(Data extract begins)
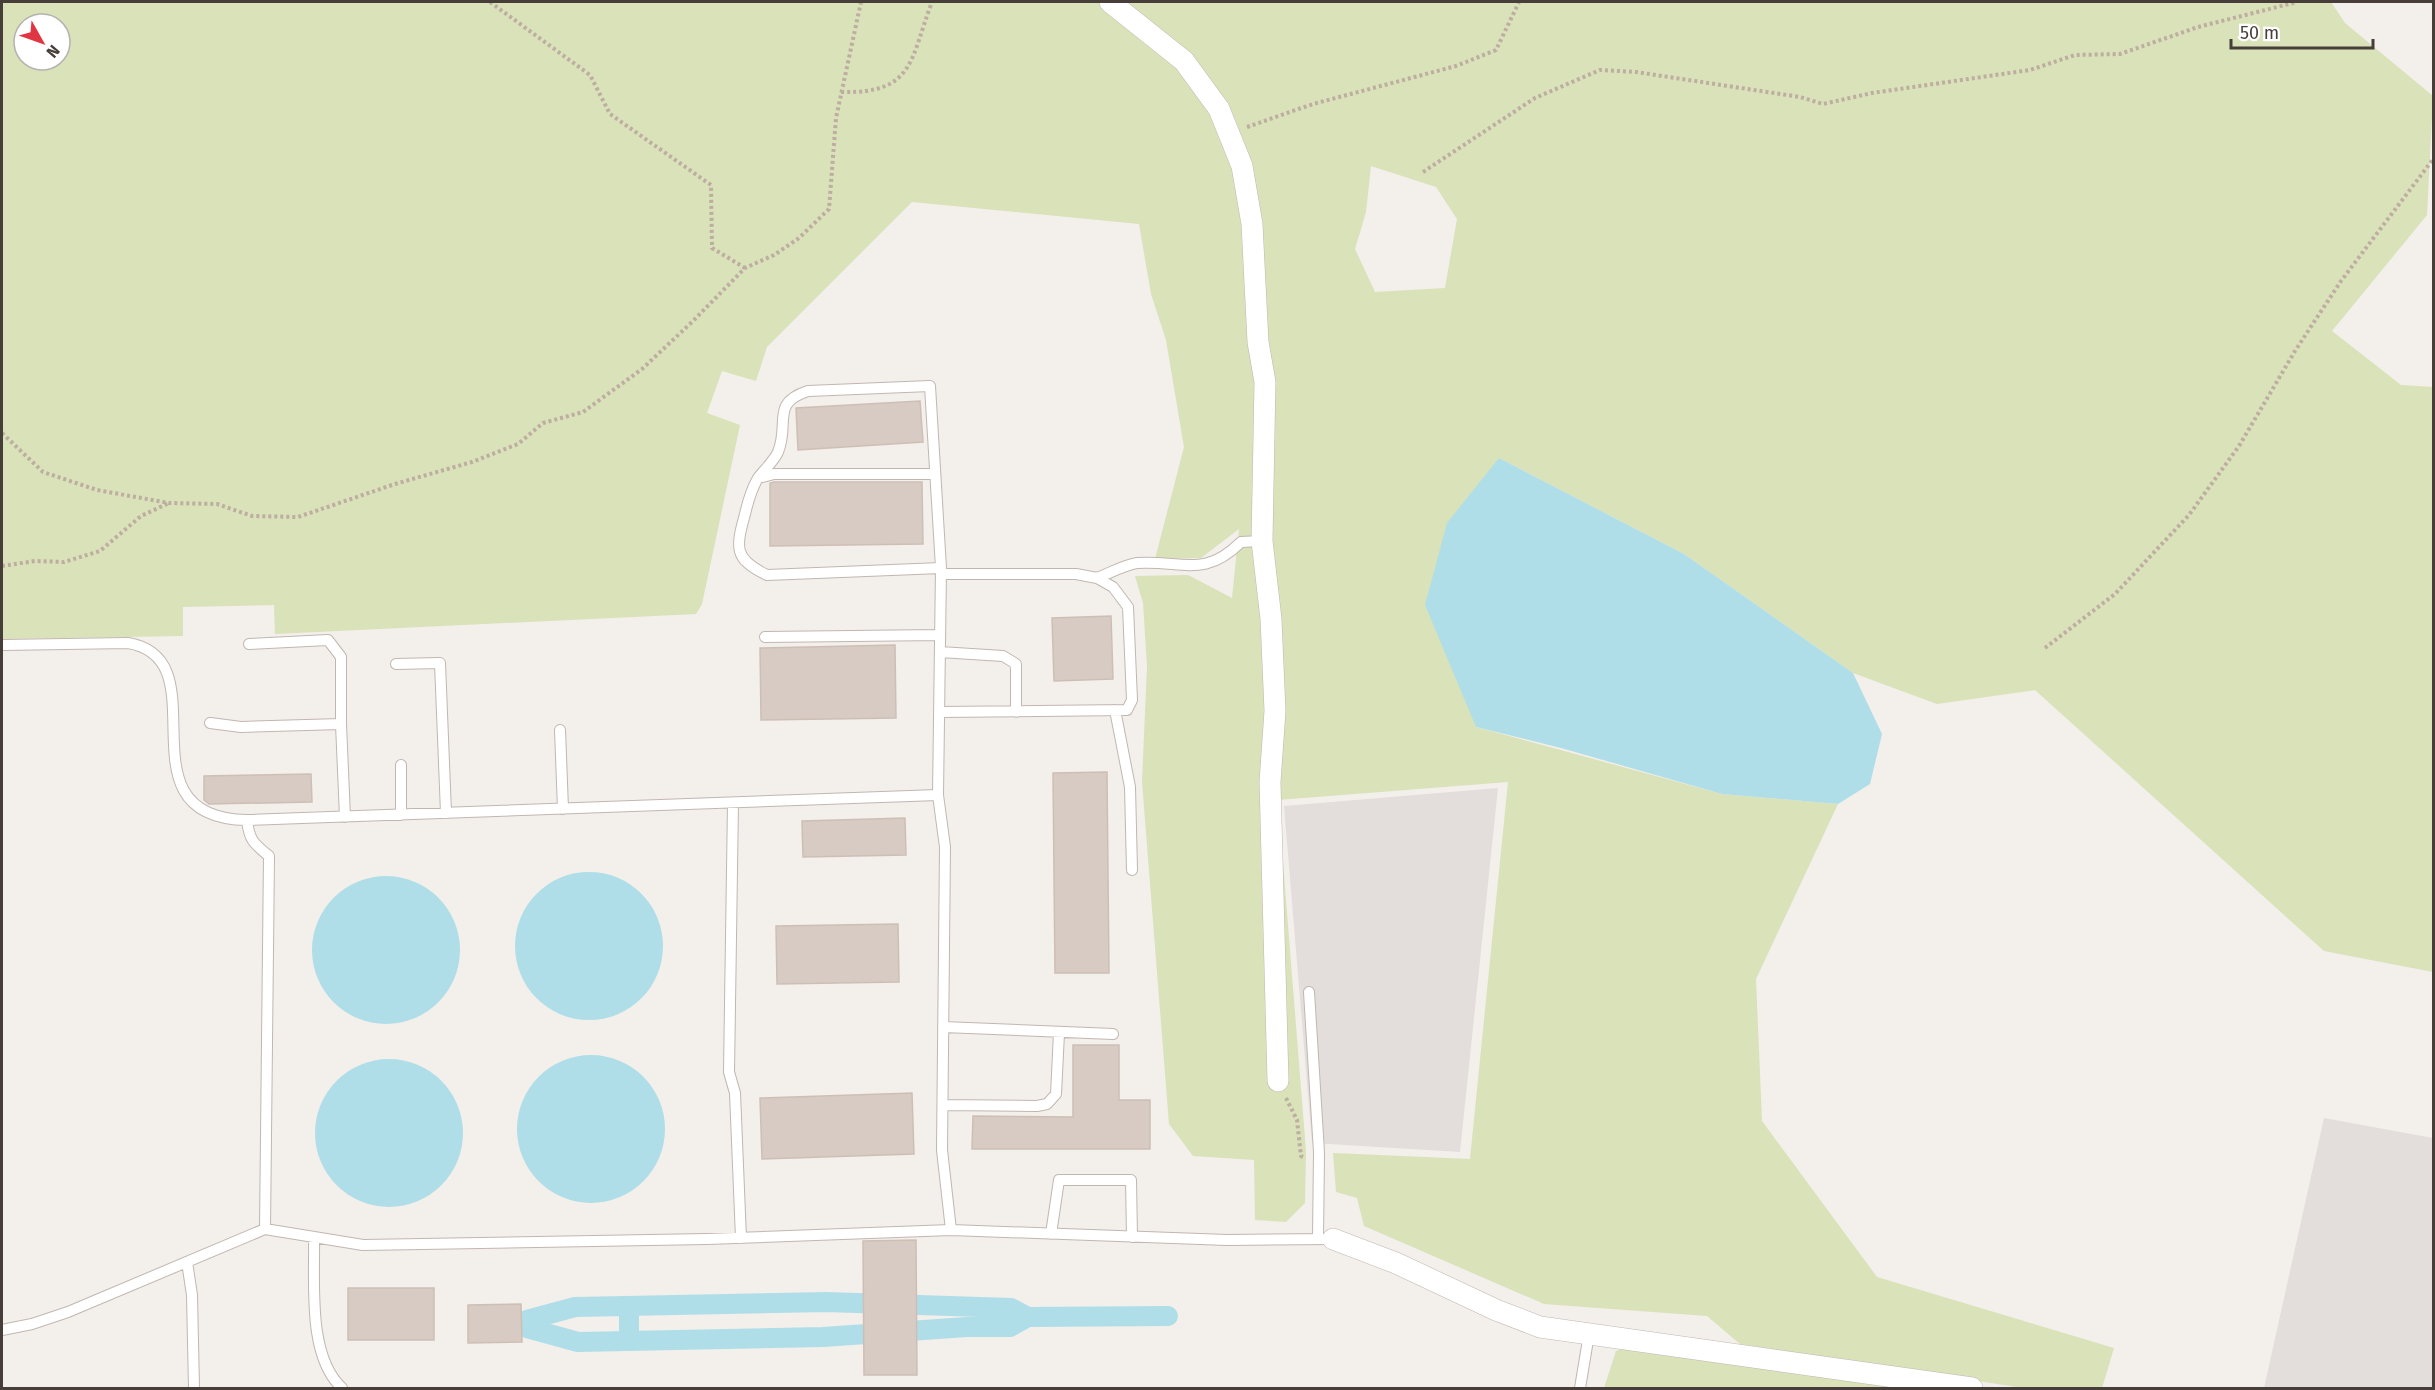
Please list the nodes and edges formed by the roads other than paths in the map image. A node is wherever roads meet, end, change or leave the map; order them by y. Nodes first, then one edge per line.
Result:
1 (1110, 2) edge
2 (935, 474) junction
3 (758, 478) junction
4 (1262, 541) junction
5 (941, 571) junction
6 (1098, 578) junction
7 (940, 635) junction
8 (765, 637) dead end
9 (249, 644) dead end
10 (2, 645) edge
11 (940, 652) junction
12 (396, 664) dead end
13 (1115, 710) junction
14 (939, 712) junction
15 (1016, 712) junction
16 (210, 723) dead end
17 (341, 724) junction
18 (560, 730) dead end
19 (400, 765) dead end
20 (938, 795) junction
21 (733, 803) junction
22 (563, 809) junction
23 (446, 813) junction
24 (401, 815) junction
25 (345, 817) junction
26 (247, 820) junction
27 (1132, 870) dead end
28 (1309, 992) dead end
29 (944, 1027) junction
30 (1059, 1033) junction
31 (1113, 1034) dead end
32 (1278, 1082) road end
33 (943, 1105) junction
34 (265, 1229) junction
35 (951, 1230) junction
36 (1051, 1234) junction
37 (314, 1237) junction
38 (1132, 1237) junction
39 (741, 1238) junction
40 (1325, 1239) junction
41 (187, 1262) junction
42 (2, 1330) edge
43 (1589, 1334) junction
44 (194, 1389) edge
45 (342, 1389) edge
46 (1580, 1389) edge
47 (1972, 1389) edge

1 - 4 street
2 - 3 lane
2 - 3 lane
2 - 5 lane
3 - 5 lane
4 - 6 lane
4 - 32 street
5 - 6 lane
5 - 7 lane
6 - 13 lane
7 - 8 lane
7 - 11 lane
9 - 17 lane
10 - 26 lane
11 - 14 lane
11 - 15 lane
12 - 23 lane
13 - 15 lane
13 - 27 lane
14 - 15 lane
14 - 20 lane
16 - 17 lane
17 - 25 lane
18 - 22 lane
19 - 24 lane
20 - 21 lane
20 - 29 lane
21 - 22 lane
21 - 39 lane
22 - 23 lane
23 - 24 lane
24 - 25 lane
25 - 26 lane
26 - 34 lane
28 - 40 lane
29 - 30 lane
29 - 33 lane
30 - 31 lane
30 - 33 lane
33 - 35 lane
34 - 37 lane
34 - 41 lane
35 - 36 lane
35 - 39 lane
36 - 38 lane
36 - 38 lane
37 - 39 lane
37 - 45 lane
38 - 40 lane
40 - 43 street
41 - 42 lane
41 - 44 lane
43 - 46 lane
43 - 47 street

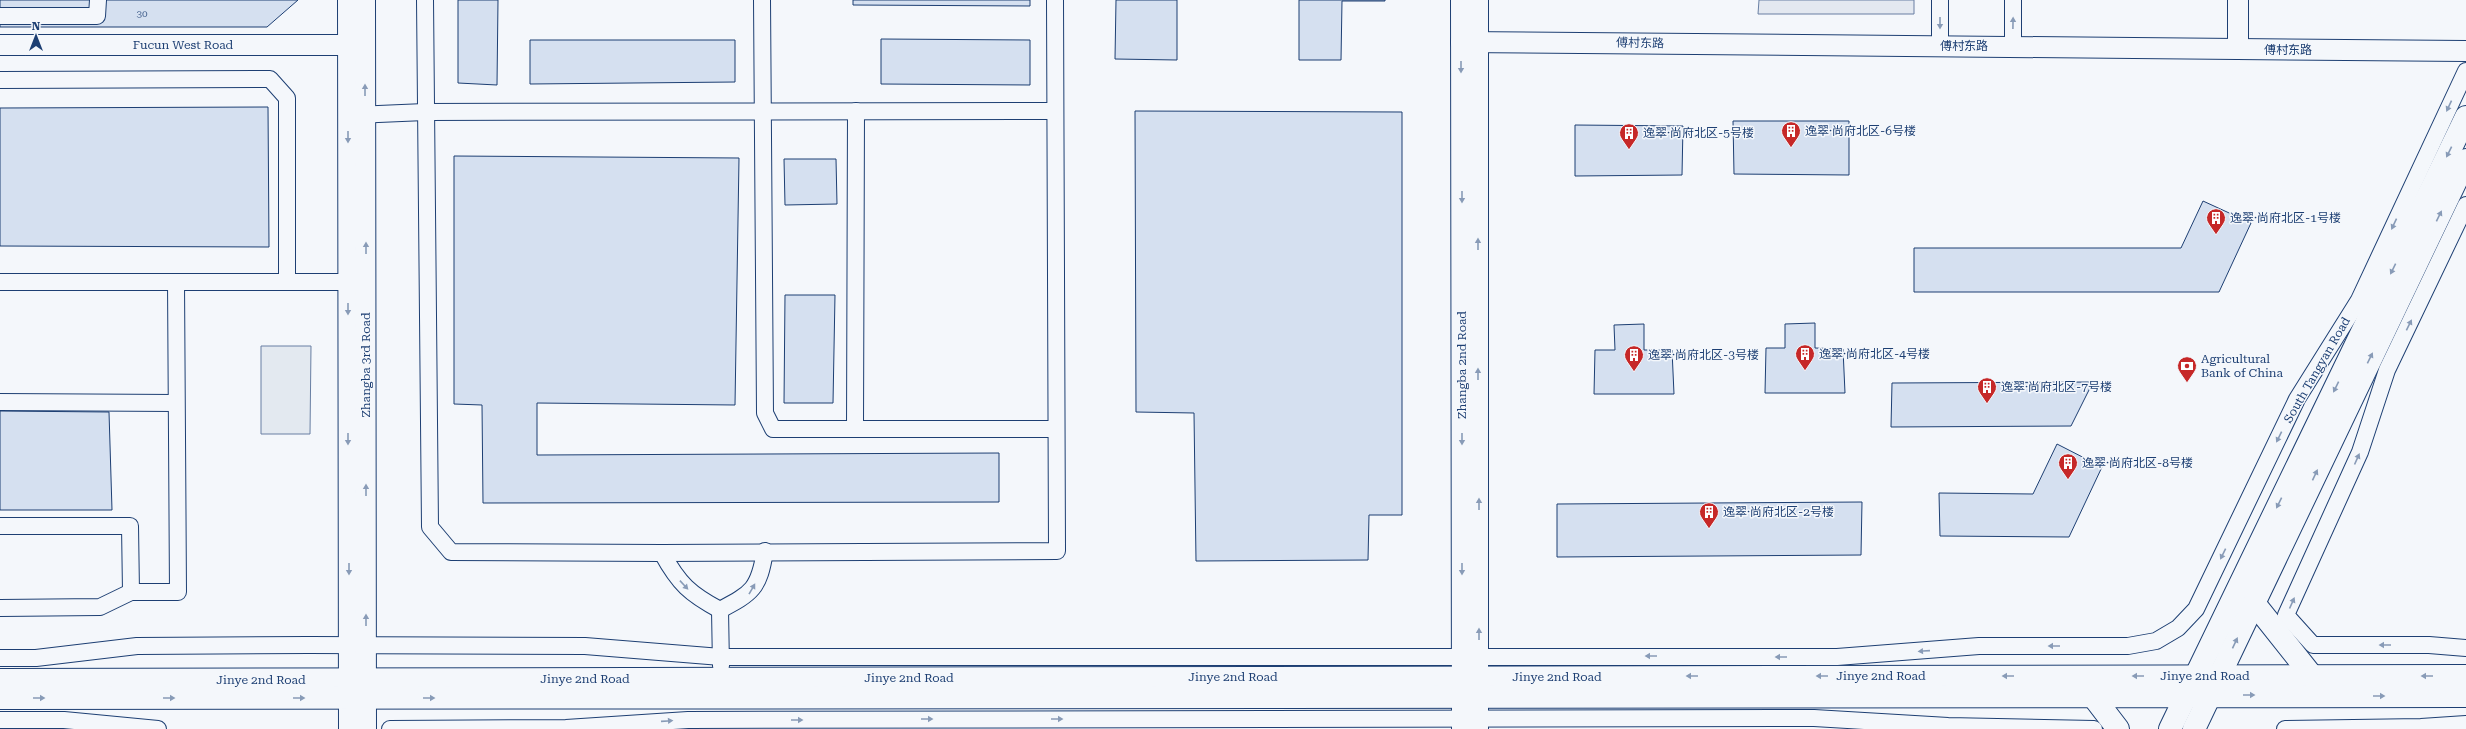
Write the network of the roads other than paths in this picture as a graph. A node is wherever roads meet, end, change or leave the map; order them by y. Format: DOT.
(Data extract ends)
■ Instructions for the task: Scan the lines above for "paths", then copy every one that has it.

■ Solution:
Please list the nodes and edges formed by the roads other than paths in the map image. A node is wherever roads meet, end, change or leave the map; order them by y. Nodes first, then one edge per line.
Write the network of the roads other than paths in this picture as a graph. A node is wherever roads meet, end, change or leave the map; order them by y. Format: DOT.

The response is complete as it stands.